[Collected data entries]
_ _ _ _ _ _ _

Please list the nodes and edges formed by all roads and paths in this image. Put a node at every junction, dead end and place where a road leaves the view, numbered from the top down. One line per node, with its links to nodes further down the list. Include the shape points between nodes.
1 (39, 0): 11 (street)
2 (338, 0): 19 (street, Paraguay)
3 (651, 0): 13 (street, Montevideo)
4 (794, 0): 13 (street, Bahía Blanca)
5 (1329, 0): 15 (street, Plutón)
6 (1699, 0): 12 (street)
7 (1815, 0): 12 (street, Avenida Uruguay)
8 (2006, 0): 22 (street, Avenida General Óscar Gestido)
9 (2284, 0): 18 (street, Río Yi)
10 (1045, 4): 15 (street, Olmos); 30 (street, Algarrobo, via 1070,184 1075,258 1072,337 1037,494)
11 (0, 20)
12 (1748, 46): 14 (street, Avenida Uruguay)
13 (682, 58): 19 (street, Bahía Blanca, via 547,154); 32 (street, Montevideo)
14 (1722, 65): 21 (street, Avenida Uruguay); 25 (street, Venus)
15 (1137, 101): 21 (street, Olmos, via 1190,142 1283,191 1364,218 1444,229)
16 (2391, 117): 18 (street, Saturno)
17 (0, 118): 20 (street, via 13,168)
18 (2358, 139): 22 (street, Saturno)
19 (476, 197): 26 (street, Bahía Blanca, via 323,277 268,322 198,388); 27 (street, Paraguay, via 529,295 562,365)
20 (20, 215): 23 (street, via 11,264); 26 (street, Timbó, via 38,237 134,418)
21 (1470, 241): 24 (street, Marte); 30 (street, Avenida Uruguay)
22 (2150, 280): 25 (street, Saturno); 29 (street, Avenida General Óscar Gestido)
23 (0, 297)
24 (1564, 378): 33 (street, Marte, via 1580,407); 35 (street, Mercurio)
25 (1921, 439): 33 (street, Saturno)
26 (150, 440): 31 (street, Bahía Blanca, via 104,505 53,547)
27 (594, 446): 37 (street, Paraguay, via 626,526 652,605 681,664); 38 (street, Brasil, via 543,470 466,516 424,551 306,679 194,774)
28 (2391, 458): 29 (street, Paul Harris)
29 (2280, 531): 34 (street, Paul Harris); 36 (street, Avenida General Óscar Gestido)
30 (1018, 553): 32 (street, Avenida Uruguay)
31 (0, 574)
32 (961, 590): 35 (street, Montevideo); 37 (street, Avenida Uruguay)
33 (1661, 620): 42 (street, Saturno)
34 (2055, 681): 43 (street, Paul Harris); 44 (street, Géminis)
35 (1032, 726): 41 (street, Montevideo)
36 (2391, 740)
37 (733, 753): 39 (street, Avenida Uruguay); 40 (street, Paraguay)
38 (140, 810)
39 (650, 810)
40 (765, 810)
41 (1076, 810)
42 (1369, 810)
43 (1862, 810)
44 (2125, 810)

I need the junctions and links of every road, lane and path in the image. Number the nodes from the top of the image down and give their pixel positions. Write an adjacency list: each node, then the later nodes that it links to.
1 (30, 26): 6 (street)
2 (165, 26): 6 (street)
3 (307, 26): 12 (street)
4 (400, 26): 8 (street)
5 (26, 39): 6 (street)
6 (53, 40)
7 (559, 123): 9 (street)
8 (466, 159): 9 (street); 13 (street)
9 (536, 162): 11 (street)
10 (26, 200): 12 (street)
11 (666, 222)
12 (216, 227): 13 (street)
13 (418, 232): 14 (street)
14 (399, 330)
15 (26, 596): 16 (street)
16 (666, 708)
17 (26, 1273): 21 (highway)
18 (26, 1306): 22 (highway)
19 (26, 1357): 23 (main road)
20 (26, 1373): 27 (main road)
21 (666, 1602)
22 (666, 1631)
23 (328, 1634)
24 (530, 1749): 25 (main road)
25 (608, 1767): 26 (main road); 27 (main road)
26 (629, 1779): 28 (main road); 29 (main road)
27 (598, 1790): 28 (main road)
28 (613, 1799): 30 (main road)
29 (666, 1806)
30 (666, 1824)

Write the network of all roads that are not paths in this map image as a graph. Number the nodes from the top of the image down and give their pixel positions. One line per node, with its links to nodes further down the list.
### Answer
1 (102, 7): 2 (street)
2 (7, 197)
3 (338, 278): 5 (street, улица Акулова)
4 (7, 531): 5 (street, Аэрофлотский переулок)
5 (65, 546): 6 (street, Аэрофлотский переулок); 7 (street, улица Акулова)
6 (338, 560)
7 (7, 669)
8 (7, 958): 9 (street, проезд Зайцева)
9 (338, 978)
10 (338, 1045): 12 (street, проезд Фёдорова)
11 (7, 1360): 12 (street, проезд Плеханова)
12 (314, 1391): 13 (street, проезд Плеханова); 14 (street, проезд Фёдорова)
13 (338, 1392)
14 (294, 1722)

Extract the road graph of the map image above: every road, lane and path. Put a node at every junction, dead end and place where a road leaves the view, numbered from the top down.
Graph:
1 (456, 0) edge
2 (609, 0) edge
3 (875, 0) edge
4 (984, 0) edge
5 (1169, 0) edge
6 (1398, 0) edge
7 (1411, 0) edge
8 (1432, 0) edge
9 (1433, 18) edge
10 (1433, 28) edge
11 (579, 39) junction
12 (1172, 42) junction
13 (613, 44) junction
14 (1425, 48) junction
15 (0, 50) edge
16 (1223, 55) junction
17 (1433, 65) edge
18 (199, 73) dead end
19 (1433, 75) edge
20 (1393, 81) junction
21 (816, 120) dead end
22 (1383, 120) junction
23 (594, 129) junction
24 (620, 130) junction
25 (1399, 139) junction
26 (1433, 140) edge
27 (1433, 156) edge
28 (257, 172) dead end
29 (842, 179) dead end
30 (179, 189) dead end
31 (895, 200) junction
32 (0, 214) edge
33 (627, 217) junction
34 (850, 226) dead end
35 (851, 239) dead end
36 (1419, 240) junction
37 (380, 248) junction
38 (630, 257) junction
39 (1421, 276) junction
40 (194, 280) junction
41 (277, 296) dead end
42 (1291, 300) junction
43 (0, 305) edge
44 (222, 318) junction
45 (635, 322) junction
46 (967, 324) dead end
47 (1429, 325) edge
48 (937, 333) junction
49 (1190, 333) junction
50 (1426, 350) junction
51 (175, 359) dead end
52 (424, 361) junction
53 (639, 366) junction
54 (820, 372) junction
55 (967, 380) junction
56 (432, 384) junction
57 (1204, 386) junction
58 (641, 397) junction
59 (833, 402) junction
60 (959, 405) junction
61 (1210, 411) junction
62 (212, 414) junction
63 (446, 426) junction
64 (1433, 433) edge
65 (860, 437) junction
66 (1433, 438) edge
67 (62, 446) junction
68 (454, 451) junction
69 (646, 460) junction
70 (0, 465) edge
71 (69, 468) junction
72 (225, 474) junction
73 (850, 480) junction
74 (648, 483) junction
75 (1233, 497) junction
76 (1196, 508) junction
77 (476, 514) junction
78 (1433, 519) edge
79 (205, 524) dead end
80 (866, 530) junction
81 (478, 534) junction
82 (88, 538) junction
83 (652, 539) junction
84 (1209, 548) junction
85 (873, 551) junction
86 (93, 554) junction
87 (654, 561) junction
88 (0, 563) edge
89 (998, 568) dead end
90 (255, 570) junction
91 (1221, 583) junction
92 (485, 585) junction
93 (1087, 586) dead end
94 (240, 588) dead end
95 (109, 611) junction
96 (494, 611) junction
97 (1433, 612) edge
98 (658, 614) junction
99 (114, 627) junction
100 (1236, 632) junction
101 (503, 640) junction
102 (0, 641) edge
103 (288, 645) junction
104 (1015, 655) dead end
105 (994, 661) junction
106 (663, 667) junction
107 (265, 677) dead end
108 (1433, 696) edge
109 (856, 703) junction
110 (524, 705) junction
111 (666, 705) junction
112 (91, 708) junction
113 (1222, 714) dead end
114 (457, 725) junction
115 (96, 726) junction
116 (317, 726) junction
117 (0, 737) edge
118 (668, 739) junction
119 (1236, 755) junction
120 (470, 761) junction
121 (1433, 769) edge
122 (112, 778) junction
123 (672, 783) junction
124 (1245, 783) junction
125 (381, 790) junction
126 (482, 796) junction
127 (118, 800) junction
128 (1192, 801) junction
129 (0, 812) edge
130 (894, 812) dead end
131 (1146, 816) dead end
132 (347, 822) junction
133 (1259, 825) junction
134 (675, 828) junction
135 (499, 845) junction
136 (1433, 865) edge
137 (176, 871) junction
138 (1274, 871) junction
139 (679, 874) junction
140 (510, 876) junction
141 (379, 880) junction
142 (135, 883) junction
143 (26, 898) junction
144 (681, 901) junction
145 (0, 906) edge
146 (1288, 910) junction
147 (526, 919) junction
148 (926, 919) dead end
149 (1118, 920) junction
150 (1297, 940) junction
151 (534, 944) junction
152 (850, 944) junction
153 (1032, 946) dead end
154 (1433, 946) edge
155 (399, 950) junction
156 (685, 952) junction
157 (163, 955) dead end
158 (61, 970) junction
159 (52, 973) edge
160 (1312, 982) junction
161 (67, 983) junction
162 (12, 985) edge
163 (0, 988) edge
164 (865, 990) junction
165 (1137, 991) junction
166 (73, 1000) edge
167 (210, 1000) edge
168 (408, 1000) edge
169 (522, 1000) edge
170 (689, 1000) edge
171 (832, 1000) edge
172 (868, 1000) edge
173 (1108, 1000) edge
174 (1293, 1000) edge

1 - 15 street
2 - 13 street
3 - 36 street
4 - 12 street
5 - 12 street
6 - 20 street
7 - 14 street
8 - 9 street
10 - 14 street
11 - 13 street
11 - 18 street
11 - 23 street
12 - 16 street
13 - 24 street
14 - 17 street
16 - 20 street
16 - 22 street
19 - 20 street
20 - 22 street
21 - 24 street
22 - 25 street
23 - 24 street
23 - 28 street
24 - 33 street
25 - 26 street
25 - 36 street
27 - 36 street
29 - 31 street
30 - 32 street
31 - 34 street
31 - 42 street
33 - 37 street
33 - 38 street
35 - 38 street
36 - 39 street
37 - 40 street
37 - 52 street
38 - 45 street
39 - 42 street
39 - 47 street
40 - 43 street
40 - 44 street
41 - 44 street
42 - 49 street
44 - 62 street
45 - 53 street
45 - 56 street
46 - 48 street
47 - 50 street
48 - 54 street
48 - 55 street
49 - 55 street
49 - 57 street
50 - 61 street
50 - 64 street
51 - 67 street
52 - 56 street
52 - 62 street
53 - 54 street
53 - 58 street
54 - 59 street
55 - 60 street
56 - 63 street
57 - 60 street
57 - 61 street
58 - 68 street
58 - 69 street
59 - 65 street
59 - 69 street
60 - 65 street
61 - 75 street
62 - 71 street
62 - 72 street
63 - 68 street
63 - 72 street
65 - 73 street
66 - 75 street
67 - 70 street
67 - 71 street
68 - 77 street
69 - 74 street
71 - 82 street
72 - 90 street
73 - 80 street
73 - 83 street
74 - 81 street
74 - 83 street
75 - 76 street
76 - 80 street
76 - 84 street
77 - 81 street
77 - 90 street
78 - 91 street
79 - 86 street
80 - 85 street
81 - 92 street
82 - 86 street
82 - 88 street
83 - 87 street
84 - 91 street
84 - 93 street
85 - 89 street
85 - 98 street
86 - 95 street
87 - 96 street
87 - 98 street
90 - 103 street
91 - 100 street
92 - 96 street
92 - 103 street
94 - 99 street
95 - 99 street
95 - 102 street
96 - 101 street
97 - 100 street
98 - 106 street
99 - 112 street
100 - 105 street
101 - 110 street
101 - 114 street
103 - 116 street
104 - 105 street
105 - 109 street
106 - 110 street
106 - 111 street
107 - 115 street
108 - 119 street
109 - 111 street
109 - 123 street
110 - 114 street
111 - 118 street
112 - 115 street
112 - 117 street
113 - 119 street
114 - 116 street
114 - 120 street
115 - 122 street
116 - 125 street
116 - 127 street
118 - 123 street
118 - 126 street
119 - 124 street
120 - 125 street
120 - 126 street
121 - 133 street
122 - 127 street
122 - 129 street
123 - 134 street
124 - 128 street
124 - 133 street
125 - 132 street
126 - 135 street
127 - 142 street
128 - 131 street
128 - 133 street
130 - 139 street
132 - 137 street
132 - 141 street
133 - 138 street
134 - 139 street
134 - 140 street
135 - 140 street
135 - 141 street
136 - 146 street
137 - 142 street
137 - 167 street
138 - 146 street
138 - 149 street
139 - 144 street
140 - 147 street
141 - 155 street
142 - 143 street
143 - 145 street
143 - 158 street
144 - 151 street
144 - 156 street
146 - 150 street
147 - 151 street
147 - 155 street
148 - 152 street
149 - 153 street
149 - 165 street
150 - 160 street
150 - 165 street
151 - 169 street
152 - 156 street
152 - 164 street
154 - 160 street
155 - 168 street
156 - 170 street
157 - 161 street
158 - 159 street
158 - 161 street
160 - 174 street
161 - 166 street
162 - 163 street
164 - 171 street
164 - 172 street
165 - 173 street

_ _ _ _ _ _ _

**Task to carry out**. Return all lines in the data that include the word "Paraguay".

**Answer to this problem**.
2 (338, 0): 19 (street, Paraguay)
19 (476, 197): 26 (street, Bahía Blanca, via 323,277 268,322 198,388); 27 (street, Paraguay, via 529,295 562,365)
27 (594, 446): 37 (street, Paraguay, via 626,526 652,605 681,664); 38 (street, Brasil, via 543,470 466,516 424,551 306,679 194,774)
37 (733, 753): 39 (street, Avenida Uruguay); 40 (street, Paraguay)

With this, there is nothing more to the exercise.